### About this task
Where does the string "numbered" occur in the records below? Copy every line that holds it.

[Collected data entries]
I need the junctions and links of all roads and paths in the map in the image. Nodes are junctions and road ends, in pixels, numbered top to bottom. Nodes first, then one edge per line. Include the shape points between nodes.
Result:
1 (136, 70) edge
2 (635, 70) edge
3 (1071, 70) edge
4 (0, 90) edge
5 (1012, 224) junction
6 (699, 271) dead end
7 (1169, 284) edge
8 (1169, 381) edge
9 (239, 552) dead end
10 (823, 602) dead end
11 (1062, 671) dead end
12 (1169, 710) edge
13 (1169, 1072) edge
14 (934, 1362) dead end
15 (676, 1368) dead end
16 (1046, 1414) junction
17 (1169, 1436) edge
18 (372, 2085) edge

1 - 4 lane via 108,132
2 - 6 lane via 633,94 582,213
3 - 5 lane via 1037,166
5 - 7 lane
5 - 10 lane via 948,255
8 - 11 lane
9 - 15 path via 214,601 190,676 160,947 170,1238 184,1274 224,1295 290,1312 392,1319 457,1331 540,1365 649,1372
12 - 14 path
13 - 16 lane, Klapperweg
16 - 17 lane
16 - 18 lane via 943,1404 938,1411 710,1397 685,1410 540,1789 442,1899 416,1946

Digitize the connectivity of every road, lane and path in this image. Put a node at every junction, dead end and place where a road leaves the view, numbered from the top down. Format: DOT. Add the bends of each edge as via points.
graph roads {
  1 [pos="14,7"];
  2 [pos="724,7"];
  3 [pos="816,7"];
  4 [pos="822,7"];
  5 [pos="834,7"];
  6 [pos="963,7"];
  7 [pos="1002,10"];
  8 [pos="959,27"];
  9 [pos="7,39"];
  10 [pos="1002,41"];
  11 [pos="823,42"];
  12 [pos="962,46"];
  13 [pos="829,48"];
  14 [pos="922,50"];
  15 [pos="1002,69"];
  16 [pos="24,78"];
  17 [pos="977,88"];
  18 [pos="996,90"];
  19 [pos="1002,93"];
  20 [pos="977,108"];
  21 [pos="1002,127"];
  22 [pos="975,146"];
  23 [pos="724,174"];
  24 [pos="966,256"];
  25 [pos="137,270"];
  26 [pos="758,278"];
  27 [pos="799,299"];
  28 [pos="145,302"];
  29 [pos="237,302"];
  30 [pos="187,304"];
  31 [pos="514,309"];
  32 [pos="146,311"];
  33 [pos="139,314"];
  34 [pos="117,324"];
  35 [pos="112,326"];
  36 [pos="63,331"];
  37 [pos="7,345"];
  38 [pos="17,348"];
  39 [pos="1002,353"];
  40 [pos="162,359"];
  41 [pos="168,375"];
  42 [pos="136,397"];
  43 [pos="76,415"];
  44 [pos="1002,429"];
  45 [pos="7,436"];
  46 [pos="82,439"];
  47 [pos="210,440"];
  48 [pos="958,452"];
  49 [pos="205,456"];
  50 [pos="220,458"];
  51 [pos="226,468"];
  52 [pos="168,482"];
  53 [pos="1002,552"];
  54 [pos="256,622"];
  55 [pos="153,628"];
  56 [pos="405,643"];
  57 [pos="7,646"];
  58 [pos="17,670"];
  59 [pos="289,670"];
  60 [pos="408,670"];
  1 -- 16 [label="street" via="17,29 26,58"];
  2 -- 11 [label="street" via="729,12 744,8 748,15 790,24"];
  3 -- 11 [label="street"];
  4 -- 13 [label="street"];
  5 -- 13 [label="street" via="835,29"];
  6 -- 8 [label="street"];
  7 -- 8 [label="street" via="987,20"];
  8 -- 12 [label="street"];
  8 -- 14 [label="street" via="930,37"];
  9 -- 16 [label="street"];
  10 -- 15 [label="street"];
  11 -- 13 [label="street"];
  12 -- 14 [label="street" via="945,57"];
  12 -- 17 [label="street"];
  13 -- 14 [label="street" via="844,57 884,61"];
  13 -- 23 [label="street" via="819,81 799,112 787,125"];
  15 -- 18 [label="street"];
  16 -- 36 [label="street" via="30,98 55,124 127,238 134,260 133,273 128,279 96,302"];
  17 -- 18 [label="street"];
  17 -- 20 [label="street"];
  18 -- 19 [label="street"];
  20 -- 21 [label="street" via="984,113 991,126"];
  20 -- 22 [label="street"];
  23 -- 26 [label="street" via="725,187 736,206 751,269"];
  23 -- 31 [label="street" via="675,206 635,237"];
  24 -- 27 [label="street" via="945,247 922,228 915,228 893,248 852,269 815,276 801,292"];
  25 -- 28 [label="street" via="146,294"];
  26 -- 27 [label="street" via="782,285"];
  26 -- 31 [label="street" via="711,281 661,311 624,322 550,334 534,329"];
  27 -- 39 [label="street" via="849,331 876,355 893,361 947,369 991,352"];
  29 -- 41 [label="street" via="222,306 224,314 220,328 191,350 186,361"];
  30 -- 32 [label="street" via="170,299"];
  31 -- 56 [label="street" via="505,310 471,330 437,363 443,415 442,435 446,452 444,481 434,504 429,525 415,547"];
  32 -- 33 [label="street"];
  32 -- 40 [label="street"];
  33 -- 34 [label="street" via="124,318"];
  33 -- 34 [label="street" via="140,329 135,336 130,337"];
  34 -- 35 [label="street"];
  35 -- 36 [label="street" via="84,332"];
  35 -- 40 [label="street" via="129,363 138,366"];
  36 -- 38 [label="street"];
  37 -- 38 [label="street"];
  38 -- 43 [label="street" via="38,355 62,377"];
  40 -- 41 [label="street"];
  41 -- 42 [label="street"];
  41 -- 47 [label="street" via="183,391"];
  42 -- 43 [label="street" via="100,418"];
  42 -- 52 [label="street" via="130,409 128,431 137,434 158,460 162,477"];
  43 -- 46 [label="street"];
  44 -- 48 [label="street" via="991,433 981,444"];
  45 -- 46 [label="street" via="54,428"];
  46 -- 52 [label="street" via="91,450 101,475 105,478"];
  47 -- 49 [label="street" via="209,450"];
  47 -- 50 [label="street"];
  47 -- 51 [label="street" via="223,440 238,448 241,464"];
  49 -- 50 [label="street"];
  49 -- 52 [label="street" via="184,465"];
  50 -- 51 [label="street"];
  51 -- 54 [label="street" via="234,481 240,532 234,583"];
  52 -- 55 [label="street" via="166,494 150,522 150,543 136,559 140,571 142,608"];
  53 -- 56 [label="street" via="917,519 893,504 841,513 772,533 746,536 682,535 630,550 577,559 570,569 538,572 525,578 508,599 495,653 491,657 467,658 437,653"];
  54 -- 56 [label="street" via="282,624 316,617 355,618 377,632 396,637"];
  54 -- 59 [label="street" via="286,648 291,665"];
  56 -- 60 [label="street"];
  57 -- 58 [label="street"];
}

### Response to the task
I need the junctions and links of all roads and paths in the map in the image. Nodes are junctions and road ends, in pixels, numbered top to bottom. Nodes first, then one edge per line. Include the shape points between nodes.
Digitize the connectivity of every road, lane and path in this image. Put a node at every junction, dead end and place where a road leaves the view, numbered from the top down. Format: DOT. Add the bends of each edge as via points.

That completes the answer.